Les principes politiques sont universels mais les
bases et institutions du droit restent largement nationales, même dans l’application du droit international.
Comme les Etats sont les interlocuteurs de la société
civile, il ne semble pas qu’on puisse sortir du pragmatisme qui est de règle en matière internationale.
C’est la société civile elle-même, pour hétéroclite qu’elle soit, qui devra construire à la fois sa légitimité et la codification des critères qui permettront d’en
juger. En sous-ordre de quoi pourront intervenir les
critères de désignation de leurs représentants, qu’il
s’agisse d’organisations ou de personnes.
Ce sera un processus tâtonnant, géographiquement diversifié et qui sera conflictuel : sinon entre
ONG, du moins à l’égard des pouvoirs publics. On
exigera donc des ONG la transparence de ses critères et
jugements, donnant la possibilité à leurs interlocuteurs
d’apprécier leur compétence et leur représentativité –
même s’ils n’ont pas le droit d’en décider et que, parfois, à l’instar de la Commission européenne, ils
récusent même un droit d’accréditation qui vaudrait
reconnaissance et les obligerait.
Ce sera un processus lent, aussi, alors que les
urgences de terrain et les exigences des discours concourent à souhaiter une réponse institutionnelle rapide.
Transitoirement au moins, c’est donc cas par cas et en
négociation avec les pouvoirs et organismes publics
que les choses devront se régler : les principes évoqués
plus haut fournissent seulement – mais fournissent
effectivement – des arguments pour cette négociation.
IV. CONCLUSION
La « société civile organisée » reçoit les retombées d’une « citoyenneté active » qui, du torpillage de
l’AMI à la réunion de Porto Alegre en passant par le
blocus de Seattle ou les coups de force de Greenpeace, a montré sa puissance.
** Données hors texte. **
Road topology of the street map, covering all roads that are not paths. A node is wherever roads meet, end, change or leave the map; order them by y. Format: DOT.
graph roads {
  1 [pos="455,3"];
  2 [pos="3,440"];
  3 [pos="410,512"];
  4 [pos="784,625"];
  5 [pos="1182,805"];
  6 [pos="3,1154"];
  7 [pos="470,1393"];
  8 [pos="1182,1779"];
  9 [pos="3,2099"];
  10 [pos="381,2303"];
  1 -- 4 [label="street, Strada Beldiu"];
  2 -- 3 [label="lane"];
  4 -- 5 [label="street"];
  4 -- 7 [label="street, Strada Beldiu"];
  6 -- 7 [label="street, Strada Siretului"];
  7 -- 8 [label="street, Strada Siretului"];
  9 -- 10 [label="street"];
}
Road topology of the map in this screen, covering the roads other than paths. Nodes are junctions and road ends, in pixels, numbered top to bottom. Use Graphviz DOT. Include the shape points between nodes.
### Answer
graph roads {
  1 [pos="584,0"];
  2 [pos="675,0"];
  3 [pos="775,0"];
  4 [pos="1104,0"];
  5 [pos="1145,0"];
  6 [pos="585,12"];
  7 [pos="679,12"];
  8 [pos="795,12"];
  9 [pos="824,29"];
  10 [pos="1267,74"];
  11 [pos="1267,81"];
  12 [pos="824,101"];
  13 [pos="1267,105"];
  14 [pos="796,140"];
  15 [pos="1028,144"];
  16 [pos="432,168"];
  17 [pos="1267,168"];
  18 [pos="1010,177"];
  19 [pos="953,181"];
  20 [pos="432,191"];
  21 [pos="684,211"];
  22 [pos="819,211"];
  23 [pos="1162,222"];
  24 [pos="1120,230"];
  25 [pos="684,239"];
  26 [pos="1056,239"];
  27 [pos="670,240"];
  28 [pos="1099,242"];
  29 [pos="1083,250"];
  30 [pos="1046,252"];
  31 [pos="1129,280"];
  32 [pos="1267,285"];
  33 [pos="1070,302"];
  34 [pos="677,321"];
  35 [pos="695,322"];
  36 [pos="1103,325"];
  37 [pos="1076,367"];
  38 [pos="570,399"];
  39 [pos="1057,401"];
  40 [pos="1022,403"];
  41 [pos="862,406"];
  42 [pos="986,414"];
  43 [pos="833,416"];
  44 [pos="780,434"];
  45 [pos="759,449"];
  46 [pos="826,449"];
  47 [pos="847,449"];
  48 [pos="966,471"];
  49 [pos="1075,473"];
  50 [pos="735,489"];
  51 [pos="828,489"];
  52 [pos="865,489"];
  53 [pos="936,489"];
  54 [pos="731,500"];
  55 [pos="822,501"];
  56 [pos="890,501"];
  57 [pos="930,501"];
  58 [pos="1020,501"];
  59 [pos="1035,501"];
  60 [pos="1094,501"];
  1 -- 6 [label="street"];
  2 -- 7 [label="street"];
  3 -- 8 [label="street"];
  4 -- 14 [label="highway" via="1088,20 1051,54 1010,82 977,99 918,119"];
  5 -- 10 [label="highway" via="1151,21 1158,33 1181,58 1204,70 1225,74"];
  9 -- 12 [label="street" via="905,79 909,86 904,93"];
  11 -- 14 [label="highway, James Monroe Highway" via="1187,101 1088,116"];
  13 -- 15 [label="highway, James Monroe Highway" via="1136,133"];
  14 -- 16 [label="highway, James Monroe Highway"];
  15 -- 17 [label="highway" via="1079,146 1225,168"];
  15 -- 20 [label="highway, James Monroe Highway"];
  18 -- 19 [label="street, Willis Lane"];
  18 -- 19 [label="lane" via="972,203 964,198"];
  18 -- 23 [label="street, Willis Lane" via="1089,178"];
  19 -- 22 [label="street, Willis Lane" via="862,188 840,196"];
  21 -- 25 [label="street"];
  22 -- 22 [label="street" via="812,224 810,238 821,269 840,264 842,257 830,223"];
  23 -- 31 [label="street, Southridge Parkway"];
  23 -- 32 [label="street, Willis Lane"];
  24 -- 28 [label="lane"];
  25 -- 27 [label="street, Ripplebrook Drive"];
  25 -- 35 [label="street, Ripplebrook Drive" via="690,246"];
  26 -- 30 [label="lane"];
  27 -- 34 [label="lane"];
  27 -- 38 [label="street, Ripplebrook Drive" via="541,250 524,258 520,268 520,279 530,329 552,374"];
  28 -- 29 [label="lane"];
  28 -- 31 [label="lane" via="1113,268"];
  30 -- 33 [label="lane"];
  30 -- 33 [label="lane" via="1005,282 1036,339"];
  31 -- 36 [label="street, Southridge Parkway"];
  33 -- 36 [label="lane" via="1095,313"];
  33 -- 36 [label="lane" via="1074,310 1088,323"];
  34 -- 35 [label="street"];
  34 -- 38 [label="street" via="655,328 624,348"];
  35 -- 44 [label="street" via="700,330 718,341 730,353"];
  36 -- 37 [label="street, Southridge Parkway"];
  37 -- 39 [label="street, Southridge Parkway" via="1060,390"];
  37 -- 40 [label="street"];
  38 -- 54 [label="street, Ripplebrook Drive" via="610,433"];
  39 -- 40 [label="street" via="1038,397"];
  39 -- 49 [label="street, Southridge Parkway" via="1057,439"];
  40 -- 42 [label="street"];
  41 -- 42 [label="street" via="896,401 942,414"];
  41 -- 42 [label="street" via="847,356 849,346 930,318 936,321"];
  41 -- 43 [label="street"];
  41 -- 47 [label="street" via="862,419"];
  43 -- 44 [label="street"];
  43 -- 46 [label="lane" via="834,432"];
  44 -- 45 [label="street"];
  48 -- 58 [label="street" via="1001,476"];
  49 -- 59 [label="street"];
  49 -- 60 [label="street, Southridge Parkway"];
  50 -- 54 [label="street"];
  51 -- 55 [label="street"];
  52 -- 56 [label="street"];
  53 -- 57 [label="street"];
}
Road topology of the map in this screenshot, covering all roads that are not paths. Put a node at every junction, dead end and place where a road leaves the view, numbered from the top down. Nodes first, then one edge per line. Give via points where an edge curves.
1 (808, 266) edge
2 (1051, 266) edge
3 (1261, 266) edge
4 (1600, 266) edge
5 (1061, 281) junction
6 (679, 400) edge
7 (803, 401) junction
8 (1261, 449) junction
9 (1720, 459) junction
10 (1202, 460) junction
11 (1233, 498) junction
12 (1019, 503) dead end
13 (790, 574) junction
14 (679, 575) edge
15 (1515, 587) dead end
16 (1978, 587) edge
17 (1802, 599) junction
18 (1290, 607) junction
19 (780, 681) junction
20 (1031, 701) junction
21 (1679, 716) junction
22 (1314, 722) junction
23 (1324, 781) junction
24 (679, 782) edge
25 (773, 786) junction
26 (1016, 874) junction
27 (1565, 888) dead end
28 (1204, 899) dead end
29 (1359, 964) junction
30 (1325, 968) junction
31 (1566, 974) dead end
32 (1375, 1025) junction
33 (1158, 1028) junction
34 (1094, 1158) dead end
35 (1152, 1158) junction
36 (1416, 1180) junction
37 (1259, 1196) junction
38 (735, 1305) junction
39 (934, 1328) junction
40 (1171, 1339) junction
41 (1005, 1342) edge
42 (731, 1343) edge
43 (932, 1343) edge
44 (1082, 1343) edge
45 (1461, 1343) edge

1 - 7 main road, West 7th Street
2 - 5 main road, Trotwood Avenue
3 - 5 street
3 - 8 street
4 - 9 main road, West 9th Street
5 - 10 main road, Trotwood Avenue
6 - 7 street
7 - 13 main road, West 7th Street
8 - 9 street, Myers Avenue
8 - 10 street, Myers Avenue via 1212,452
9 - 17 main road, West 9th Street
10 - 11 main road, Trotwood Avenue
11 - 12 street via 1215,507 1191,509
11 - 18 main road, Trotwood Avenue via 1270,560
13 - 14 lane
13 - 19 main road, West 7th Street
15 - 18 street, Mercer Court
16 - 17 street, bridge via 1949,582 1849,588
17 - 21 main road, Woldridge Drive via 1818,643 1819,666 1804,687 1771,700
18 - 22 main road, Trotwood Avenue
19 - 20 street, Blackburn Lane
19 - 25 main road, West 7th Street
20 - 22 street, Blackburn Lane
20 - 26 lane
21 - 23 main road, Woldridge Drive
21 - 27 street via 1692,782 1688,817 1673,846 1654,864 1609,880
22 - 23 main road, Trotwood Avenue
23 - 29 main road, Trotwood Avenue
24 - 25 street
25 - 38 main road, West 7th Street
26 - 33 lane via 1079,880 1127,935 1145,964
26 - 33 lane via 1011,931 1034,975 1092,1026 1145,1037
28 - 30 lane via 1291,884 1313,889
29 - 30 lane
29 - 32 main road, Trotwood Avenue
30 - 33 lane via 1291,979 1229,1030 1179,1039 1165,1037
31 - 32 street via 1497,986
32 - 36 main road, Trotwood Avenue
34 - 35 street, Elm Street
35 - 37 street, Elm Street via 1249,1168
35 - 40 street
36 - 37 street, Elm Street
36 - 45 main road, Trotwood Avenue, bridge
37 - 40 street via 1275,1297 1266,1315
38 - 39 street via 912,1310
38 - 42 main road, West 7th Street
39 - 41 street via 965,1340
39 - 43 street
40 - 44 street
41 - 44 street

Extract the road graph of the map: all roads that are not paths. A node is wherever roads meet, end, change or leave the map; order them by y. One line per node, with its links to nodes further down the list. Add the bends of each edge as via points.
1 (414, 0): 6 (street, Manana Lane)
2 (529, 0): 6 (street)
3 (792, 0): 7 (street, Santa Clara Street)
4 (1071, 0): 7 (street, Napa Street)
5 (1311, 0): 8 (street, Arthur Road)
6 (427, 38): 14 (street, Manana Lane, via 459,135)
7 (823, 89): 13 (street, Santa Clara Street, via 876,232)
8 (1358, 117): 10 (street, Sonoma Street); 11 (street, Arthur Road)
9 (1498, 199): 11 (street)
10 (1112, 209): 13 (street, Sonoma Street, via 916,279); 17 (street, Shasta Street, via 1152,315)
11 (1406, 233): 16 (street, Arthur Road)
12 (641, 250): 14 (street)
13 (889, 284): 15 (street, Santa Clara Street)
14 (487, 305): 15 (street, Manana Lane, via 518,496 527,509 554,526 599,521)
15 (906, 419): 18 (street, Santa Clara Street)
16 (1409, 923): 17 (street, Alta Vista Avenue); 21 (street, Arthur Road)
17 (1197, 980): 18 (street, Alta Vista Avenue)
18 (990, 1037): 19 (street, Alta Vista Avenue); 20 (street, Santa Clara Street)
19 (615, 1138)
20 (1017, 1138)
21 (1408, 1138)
Mais au gré des manifestations de Seattle, Washington, Prague, Nice ou Gênes,
elle a aussi montré son ambiguïté : on y trouve vraiment de tout… C’est à bon droit que des industriels à
Davoz ou des fonctionnaires au FMI ont questionné la
légitimité de cette société civile si peu « organisée » –
puisque de grosses ONG se sont elles-mêmes désolidarisées de certaines manifestations.
La mise en question, légitime quoique tactique,
de la société civile organisée fait risquer sa marginalisation au moment même où ses succès lui ouvrent des
perspectives d’efficacité. Il est donc urgent que les
ONG ne se bornent plus à affirmer leur légitimité de
principe mais se posent, sans complaisance, la question de leur statut et de leur représentativité.